▶ **Exercise directions**
Your answer must be one number: the count of lines below that include "roads".

▶ **Study material**
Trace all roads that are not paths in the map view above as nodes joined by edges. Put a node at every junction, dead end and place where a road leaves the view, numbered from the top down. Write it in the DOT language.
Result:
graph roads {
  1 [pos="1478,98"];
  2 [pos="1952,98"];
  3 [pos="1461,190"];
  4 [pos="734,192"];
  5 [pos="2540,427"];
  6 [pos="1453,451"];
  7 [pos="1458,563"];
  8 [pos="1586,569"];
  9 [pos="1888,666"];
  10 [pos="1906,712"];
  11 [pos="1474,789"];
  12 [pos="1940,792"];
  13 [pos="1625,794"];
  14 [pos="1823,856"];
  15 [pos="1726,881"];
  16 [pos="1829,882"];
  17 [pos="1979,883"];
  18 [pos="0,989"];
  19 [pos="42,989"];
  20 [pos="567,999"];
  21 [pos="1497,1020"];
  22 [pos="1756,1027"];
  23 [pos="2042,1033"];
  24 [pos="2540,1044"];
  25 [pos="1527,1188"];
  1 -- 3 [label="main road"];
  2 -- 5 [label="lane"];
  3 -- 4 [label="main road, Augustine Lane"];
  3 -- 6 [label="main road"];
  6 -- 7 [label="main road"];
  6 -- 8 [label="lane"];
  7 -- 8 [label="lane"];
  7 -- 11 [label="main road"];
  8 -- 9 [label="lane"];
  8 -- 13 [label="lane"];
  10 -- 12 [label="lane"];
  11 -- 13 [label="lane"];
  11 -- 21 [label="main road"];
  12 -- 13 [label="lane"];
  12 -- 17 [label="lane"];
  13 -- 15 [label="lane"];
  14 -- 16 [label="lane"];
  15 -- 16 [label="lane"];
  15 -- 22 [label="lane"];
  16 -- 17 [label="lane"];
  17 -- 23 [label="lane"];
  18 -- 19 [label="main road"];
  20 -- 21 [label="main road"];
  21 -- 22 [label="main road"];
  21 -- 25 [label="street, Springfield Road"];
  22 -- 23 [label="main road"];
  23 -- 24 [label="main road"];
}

▶ **Expected output**
2